(Stored items)
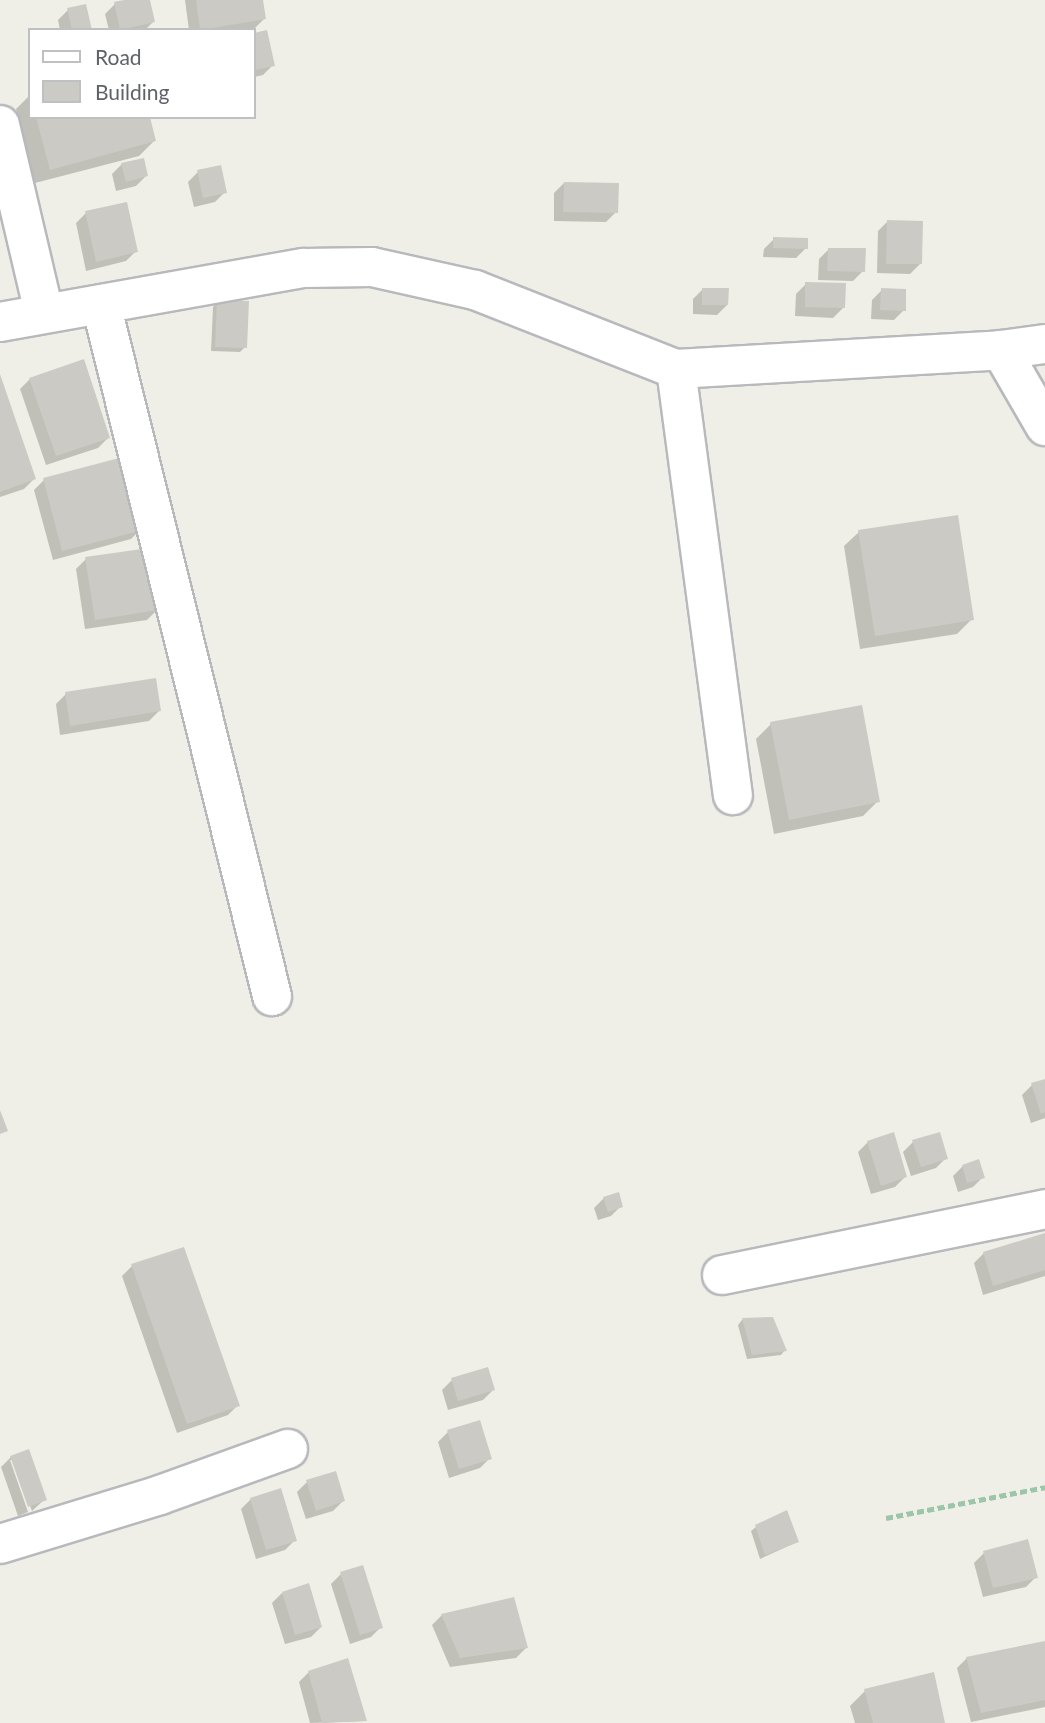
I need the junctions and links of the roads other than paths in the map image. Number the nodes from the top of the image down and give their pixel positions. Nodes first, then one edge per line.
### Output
1 (0, 125) edge
2 (101, 304) junction
3 (44, 313) junction
4 (0, 322) edge
5 (1045, 344) edge
6 (1001, 350) junction
7 (676, 369) junction
8 (1045, 426) edge
9 (733, 795) dead end
10 (272, 996) dead end
11 (1045, 1209) edge
12 (722, 1275) dead end
13 (288, 1449) dead end
14 (0, 1544) edge

1 - 3 street
2 - 3 street
2 - 7 street
2 - 10 street
3 - 4 street
5 - 6 street
6 - 7 street
6 - 8 street
7 - 9 street
11 - 12 street
13 - 14 street

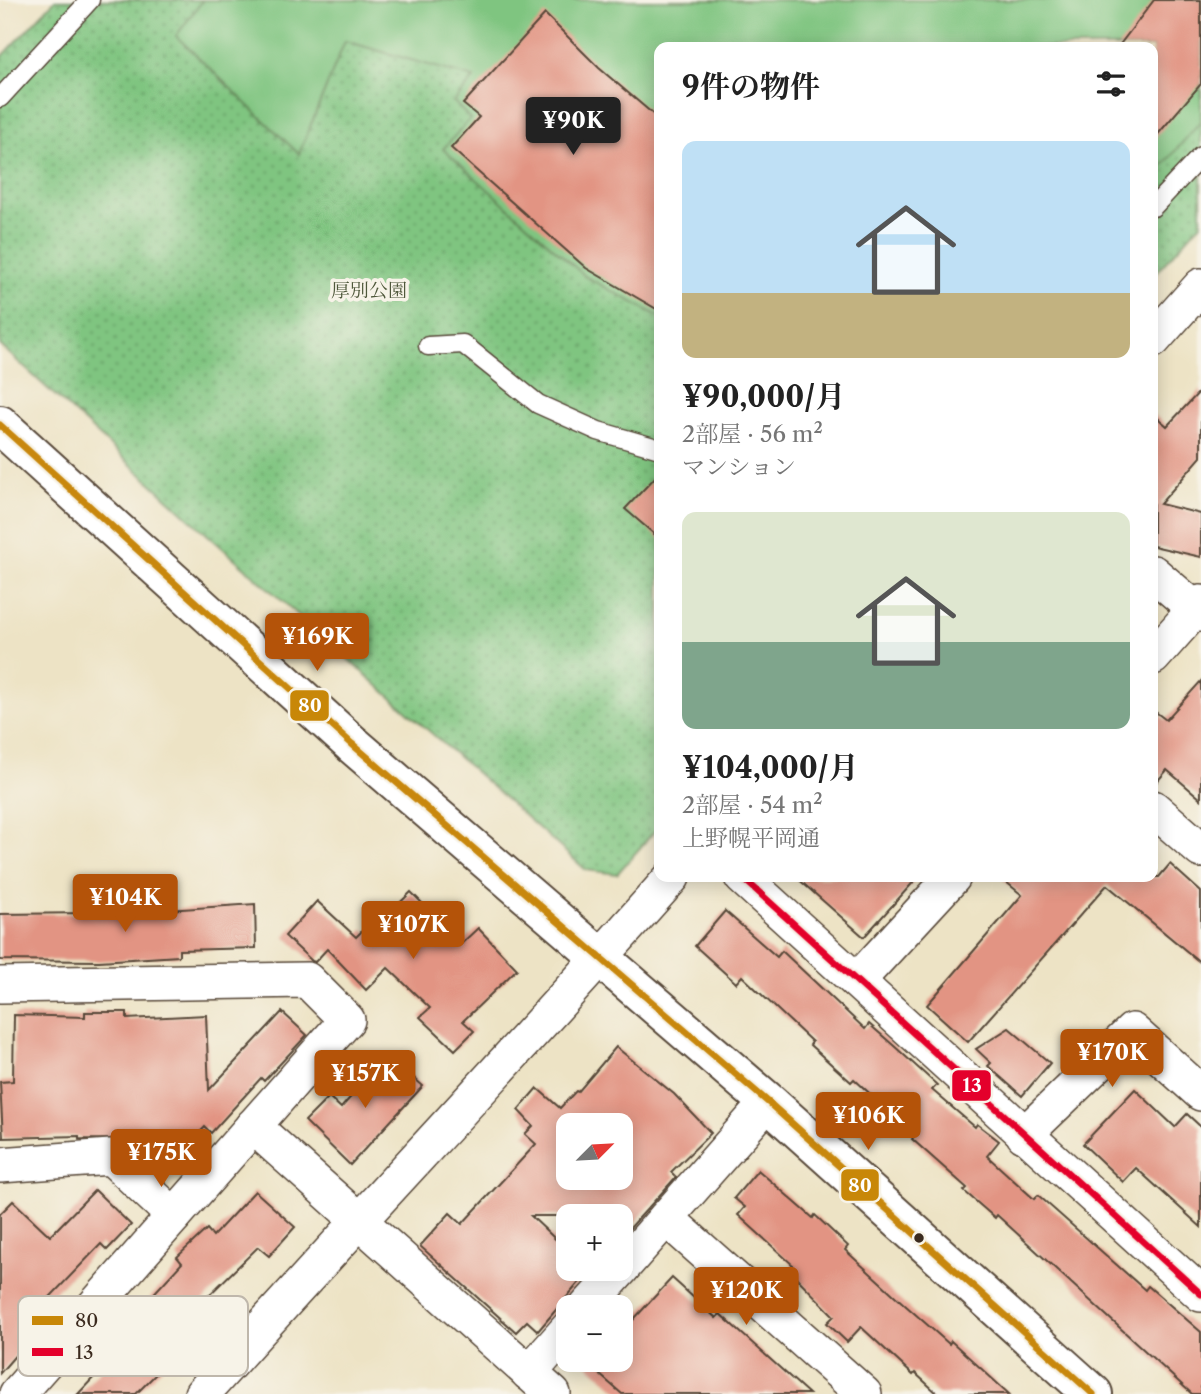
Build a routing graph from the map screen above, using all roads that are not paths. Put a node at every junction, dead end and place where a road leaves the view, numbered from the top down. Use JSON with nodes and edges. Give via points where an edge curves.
{"nodes":[{"id":1,"x":90,"y":0,"type":"edge"},
{"id":2,"x":0,"y":98,"type":"edge"},
{"id":3,"x":1201,"y":156,"type":"edge"},
{"id":4,"x":1158,"y":202,"type":"edge"},
{"id":5,"x":1201,"y":286,"type":"edge"},
{"id":6,"x":1158,"y":334,"type":"edge"},
{"id":7,"x":428,"y":346,"type":"dead end"},
{"id":8,"x":0,"y":425,"type":"edge"},
{"id":9,"x":654,"y":447,"type":"edge"},
{"id":10,"x":1158,"y":577,"type":"edge"},
{"id":11,"x":1199,"y":609,"type":"edge"},
{"id":12,"x":1158,"y":652,"type":"edge"},
{"id":13,"x":1158,"y":812,"type":"edge"},
{"id":14,"x":1201,"y":850,"type":"edge"},
{"id":15,"x":668,"y":882,"type":"edge"},
{"id":16,"x":747,"y":882,"type":"edge"},
{"id":17,"x":948,"y":882,"type":"edge"},
{"id":18,"x":600,"y":960,"type":"junction"},
{"id":19,"x":856,"y":981,"type":"junction"},
{"id":20,"x":0,"y":985,"type":"edge"},
{"id":21,"x":1201,"y":1093,"type":"edge"},
{"id":22,"x":768,"y":1102,"type":"junction"},
{"id":23,"x":253,"y":1126,"type":"junction"},
{"id":24,"x":1024,"y":1135,"type":"junction"},
{"id":25,"x":0,"y":1165,"type":"edge"},
{"id":26,"x":174,"y":1216,"type":"junction"},
{"id":27,"x":666,"y":1218,"type":"junction"},
{"id":28,"x":358,"y":1219,"type":"junction"},
{"id":29,"x":633,"y":1255,"type":"edge"},
{"id":30,"x":610,"y":1281,"type":"edge"},
{"id":31,"x":1201,"y":1294,"type":"edge"},
{"id":32,"x":598,"y":1295,"type":"edge"},
{"id":33,"x":103,"y":1296,"type":"edge"},
{"id":34,"x":248,"y":1352,"type":"edge"},
{"id":35,"x":556,"y":1354,"type":"edge"},
{"id":36,"x":33,"y":1376,"type":"edge"},
{"id":37,"x":541,"y":1384,"type":"edge"},
{"id":38,"x":17,"y":1394,"type":"edge"},
{"id":39,"x":864,"y":1394,"type":"edge"},
{"id":40,"x":1093,"y":1394,"type":"edge"}],
"edges":[{"from":1,"to":2,"type":"lane"},
{"from":3,"to":4,"type":"lane"},
{"from":5,"to":6,"type":"street"},
{"from":7,"to":9,"type":"lane","via":[[463,344],[538,404],[598,431]]},
{"from":8,"to":18,"type":"street","via":[[352,744]]},
{"from":10,"to":11,"type":"street"},
{"from":11,"to":12,"type":"street"},
{"from":13,"to":14,"type":"street"},
{"from":15,"to":18,"type":"street"},
{"from":16,"to":19,"type":"street"},
{"from":17,"to":19,"type":"street"},
{"from":18,"to":22,"type":"street"},
{"from":18,"to":28,"type":"street"},
{"from":19,"to":24,"type":"street"},
{"from":20,"to":23,"type":"street","via":[[307,980],[347,1020]]},
{"from":21,"to":24,"type":"street","via":[[1132,1031]]},
{"from":22,"to":27,"type":"street"},
{"from":22,"to":40,"type":"street"},
{"from":23,"to":26,"type":"street"},
{"from":23,"to":28,"type":"street"},
{"from":24,"to":31,"type":"street"},
{"from":25,"to":26,"type":"street","via":[[111,1157]]},
{"from":26,"to":33,"type":"street"},
{"from":27,"to":29,"type":"street"},
{"from":27,"to":39,"type":"street"},
{"from":28,"to":34,"type":"street"},
{"from":28,"to":37,"type":"street"},
{"from":30,"to":32,"type":"street"},
{"from":35,"to":37,"type":"street"},
{"from":36,"to":38,"type":"street"}]}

Task directions: Since pictures are not part of the copy, set down only the remaining data exactly.

Answer to the problem:
I need the junctions and links of the roads other than paths in the map image. Number the nodes from the top of the image down and give their pixel positions. Nodes first, then one edge per line.
### Output
1 (0, 125) edge
2 (101, 304) junction
3 (44, 313) junction
4 (0, 322) edge
5 (1045, 344) edge
6 (1001, 350) junction
7 (676, 369) junction
8 (1045, 426) edge
9 (733, 795) dead end
10 (272, 996) dead end
11 (1045, 1209) edge
12 (722, 1275) dead end
13 (288, 1449) dead end
14 (0, 1544) edge

1 - 3 street
2 - 3 street
2 - 7 street
2 - 10 street
3 - 4 street
5 - 6 street
6 - 7 street
6 - 8 street
7 - 9 street
11 - 12 street
13 - 14 street

Build a routing graph from the map screen above, using all roads that are not paths. Put a node at every junction, dead end and place where a road leaves the view, numbered from the top down. Use JSON with nodes and edges. Give via points where an edge curves.
{"nodes":[{"id":1,"x":90,"y":0,"type":"edge"},
{"id":2,"x":0,"y":98,"type":"edge"},
{"id":3,"x":1201,"y":156,"type":"edge"},
{"id":4,"x":1158,"y":202,"type":"edge"},
{"id":5,"x":1201,"y":286,"type":"edge"},
{"id":6,"x":1158,"y":334,"type":"edge"},
{"id":7,"x":428,"y":346,"type":"dead end"},
{"id":8,"x":0,"y":425,"type":"edge"},
{"id":9,"x":654,"y":447,"type":"edge"},
{"id":10,"x":1158,"y":577,"type":"edge"},
{"id":11,"x":1199,"y":609,"type":"edge"},
{"id":12,"x":1158,"y":652,"type":"edge"},
{"id":13,"x":1158,"y":812,"type":"edge"},
{"id":14,"x":1201,"y":850,"type":"edge"},
{"id":15,"x":668,"y":882,"type":"edge"},
{"id":16,"x":747,"y":882,"type":"edge"},
{"id":17,"x":948,"y":882,"type":"edge"},
{"id":18,"x":600,"y":960,"type":"junction"},
{"id":19,"x":856,"y":981,"type":"junction"},
{"id":20,"x":0,"y":985,"type":"edge"},
{"id":21,"x":1201,"y":1093,"type":"edge"},
{"id":22,"x":768,"y":1102,"type":"junction"},
{"id":23,"x":253,"y":1126,"type":"junction"},
{"id":24,"x":1024,"y":1135,"type":"junction"},
{"id":25,"x":0,"y":1165,"type":"edge"},
{"id":26,"x":174,"y":1216,"type":"junction"},
{"id":27,"x":666,"y":1218,"type":"junction"},
{"id":28,"x":358,"y":1219,"type":"junction"},
{"id":29,"x":633,"y":1255,"type":"edge"},
{"id":30,"x":610,"y":1281,"type":"edge"},
{"id":31,"x":1201,"y":1294,"type":"edge"},
{"id":32,"x":598,"y":1295,"type":"edge"},
{"id":33,"x":103,"y":1296,"type":"edge"},
{"id":34,"x":248,"y":1352,"type":"edge"},
{"id":35,"x":556,"y":1354,"type":"edge"},
{"id":36,"x":33,"y":1376,"type":"edge"},
{"id":37,"x":541,"y":1384,"type":"edge"},
{"id":38,"x":17,"y":1394,"type":"edge"},
{"id":39,"x":864,"y":1394,"type":"edge"},
{"id":40,"x":1093,"y":1394,"type":"edge"}],
"edges":[{"from":1,"to":2,"type":"lane"},
{"from":3,"to":4,"type":"lane"},
{"from":5,"to":6,"type":"street"},
{"from":7,"to":9,"type":"lane","via":[[463,344],[538,404],[598,431]]},
{"from":8,"to":18,"type":"street","via":[[352,744]]},
{"from":10,"to":11,"type":"street"},
{"from":11,"to":12,"type":"street"},
{"from":13,"to":14,"type":"street"},
{"from":15,"to":18,"type":"street"},
{"from":16,"to":19,"type":"street"},
{"from":17,"to":19,"type":"street"},
{"from":18,"to":22,"type":"street"},
{"from":18,"to":28,"type":"street"},
{"from":19,"to":24,"type":"street"},
{"from":20,"to":23,"type":"street","via":[[307,980],[347,1020]]},
{"from":21,"to":24,"type":"street","via":[[1132,1031]]},
{"from":22,"to":27,"type":"street"},
{"from":22,"to":40,"type":"street"},
{"from":23,"to":26,"type":"street"},
{"from":23,"to":28,"type":"street"},
{"from":24,"to":31,"type":"street"},
{"from":25,"to":26,"type":"street","via":[[111,1157]]},
{"from":26,"to":33,"type":"street"},
{"from":27,"to":29,"type":"street"},
{"from":27,"to":39,"type":"street"},
{"from":28,"to":34,"type":"street"},
{"from":28,"to":37,"type":"street"},
{"from":30,"to":32,"type":"street"},
{"from":35,"to":37,"type":"street"},
{"from":36,"to":38,"type":"street"}]}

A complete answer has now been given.